Le texte ne précise pas si le procureur de la République devant être avisé est celui du lieu de prise de la décision ou celui du lieu de rétention. En revanche, il est admis que l’avis adressé au procureur de la République du lieu de décision satisfait aux exigences du texte (1ère Civ.,8 novembre 2005, n°04-50.126).
Le juge doit rechercher à quel moment le procureur de la République a été informé du placement en rétention administrative, pour que la Cour de cassation puisse exercer son contrôle (2e Civ., 9 janvier 2003, pourvoi n° 01- 50.065, Bull. 2003, II, n°2 , 2e Civ., 27 mars 2003, pourvoi n° 01 50.086, Bull. 2003, II, n°80).
Si l’avis au procureur peut être implicite et se déduire, par exemple, du fait que le procès-verbal de notification de l’arrêté de maintien dans des locaux ne dépendant pas de l’administration pénitentiaire mentionne que les fonctionnaires de police agissent sur instructions de ce procureur (2e Civ., 4 novembre 2004, pourvoi n° 04-50.021), le juge doit pouvoir s’assurer à la lecture des éléments du dossier qu’il a été fait de façon réelle et effective.
L’absence d’avis au procureur de la République porte atteinte aux droits de la personne en rétention administrative. Ce défaut d’information conduit à ce que la procédure soit entachée d’une nullité d’ordre public, sans que l’étranger qui l’invoque ait à démontrer l’existence d’un grief. (Civ1. 14 octobre 2020, n°19-15.197).
En l’espèce, Monsieur [C] [R] a été placé en rétention par un par notifié le 20 avril 2026 à 11h20. Or, le procureur de la République n’a été avisé de cette décision qu’à 12h13. Ce délai de 53 minutes, qui n’est justifié par aucune circonstance particulière est excessif et a privé l’intéressé de tout contrôle de l’autorité judiciaire durant cette période.
Sur ce seul moyen, la procédure sera déclarée irrégulière, la décision critiquée infirmée et la requête de la préfecture rejetée.
PAR CES MOTIFS
INFIRMONS l’ordonnance
STATUANT À NOUVEAU,
REJETONS la requête du préfet,
DISONS n’y avoir lieu à prolongation de la rétention administrative de M. [C] [R],
RAPPELONS à l’intéressé qu’il a l’obligation de quitter le territoire français,
DISONS que la présente ordonnance sera notifiée à l’intéressé par l’intermédiaire du chef du centre de rétention administrative (avec traduction orale du dispositif de l’ordonnance dans la langue comprise par l’intéressé ),
ORDONNONS la remise immédiate au procureur général d’une expédition de la présente ordonnance.

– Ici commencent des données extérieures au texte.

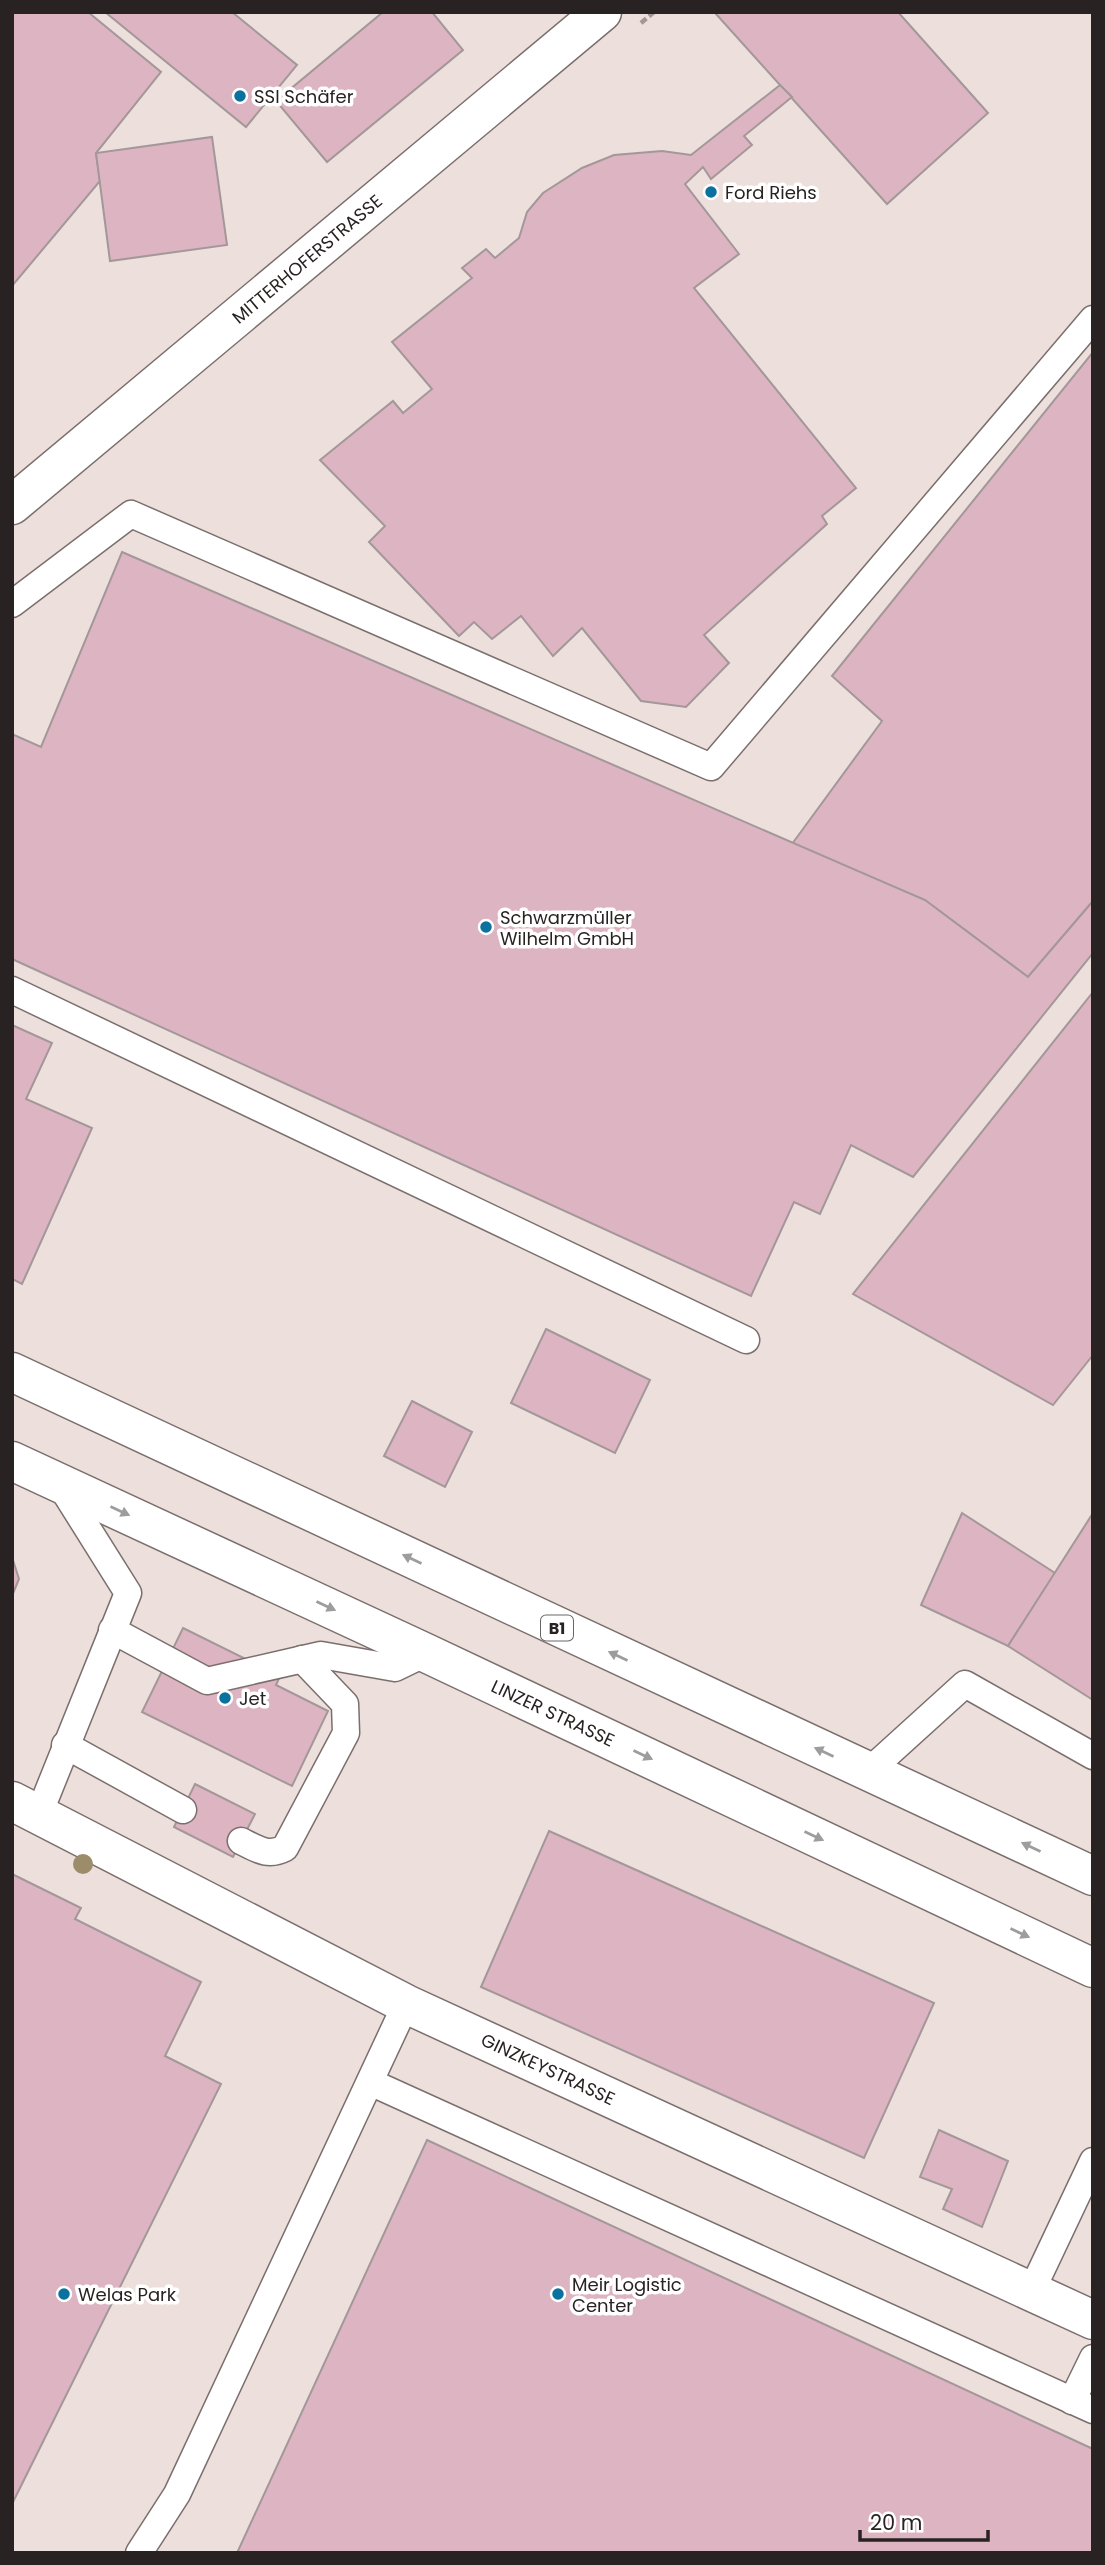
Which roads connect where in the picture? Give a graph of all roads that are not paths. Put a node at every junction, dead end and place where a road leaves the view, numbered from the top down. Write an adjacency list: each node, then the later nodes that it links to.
1 (602, 12): 3 (main road, MITTERHOFERSTRASSE)
2 (1093, 319): 4 (lane)
3 (12, 505)
4 (12, 604)
5 (12, 990): 6 (lane)
6 (747, 1340)
7 (12, 1372): 15 (main road, B1, one-way to 7)
8 (12, 1461): 9 (main road, LINZER STRASSE)
9 (58, 1482): 10 (lane); 11 (main road, LINZER STRASSE, one-way to 11)
10 (113, 1630): 12 (lane); 13 (lane)
11 (426, 1653): 12 (lane); 20 (main road, LINZER STRASSE, one-way to 20)
12 (302, 1659): 18 (lane)
13 (65, 1745): 16 (lane); 17 (lane)
14 (1093, 1756): 15 (lane)
15 (868, 1772): 19 (main road, B1, one-way to 15)
16 (26, 1808): 21 (main road, GINZKEYSTRASSE)
17 (183, 1810)
18 (241, 1841)
19 (1093, 1876)
20 (1093, 1968)
21 (406, 2004): 22 (lane); 24 (main road, GINZKEYSTRASSE)
22 (370, 2082): 27 (lane); 28 (lane)
23 (1093, 2161): 24 (lane)
24 (1031, 2292): 25 (main road, GINZKEYSTRASSE)
25 (1093, 2320)
26 (1093, 2358): 27 (lane)
27 (1082, 2405)
28 (139, 2553)

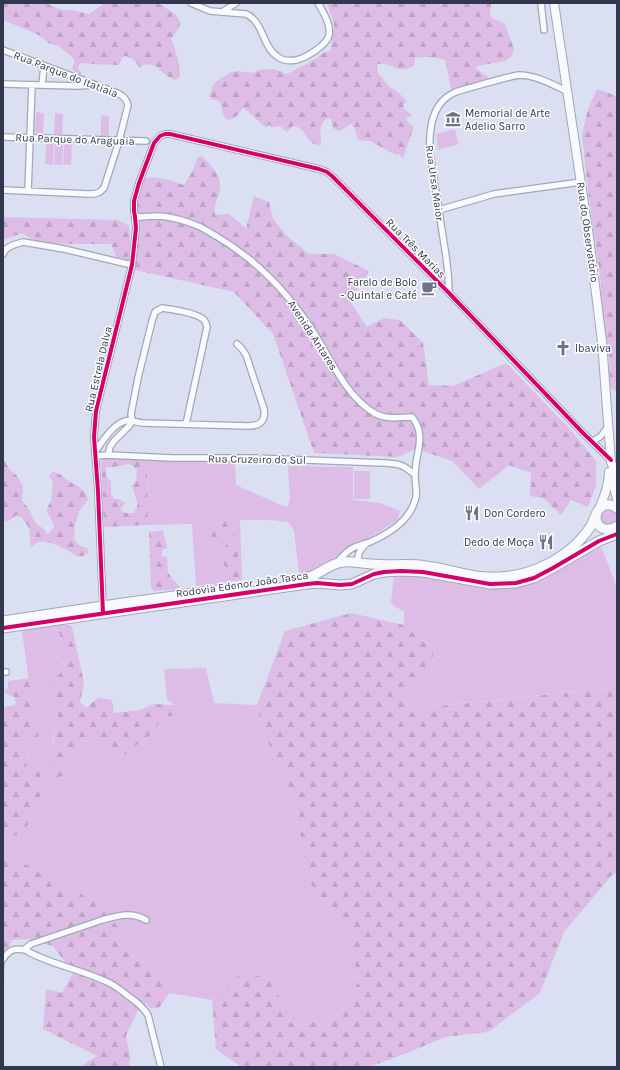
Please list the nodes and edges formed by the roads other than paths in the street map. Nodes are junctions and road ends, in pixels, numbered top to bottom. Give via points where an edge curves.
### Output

Fait à [Localité 6] le 27 avril 2026 à
LE GREFFIER, LE PRÉSIDENT,
REÇU NOTIFICATION DE L’ORDONNANCE ET DE L’EXERCICE DES VOIES DE RECOURS : Pour information : L’ordonnance n’est pas susceptible d’opposition.
Le pourvoi en cassation est ouvert à l’étranger, à l’autorité administrative qui a prononcé le maintien en zone d’attente ou la rétention et au ministère public.
Le délai de pourvoi en cassation est de deux mois à compter de la notification.
Le pourvoi est formé par déclaration écrite remise au secrétariat greffe de la Cour de cassation par l’avocat au Conseil d’Etat et à la Cour de cassation constitué par le demandeur.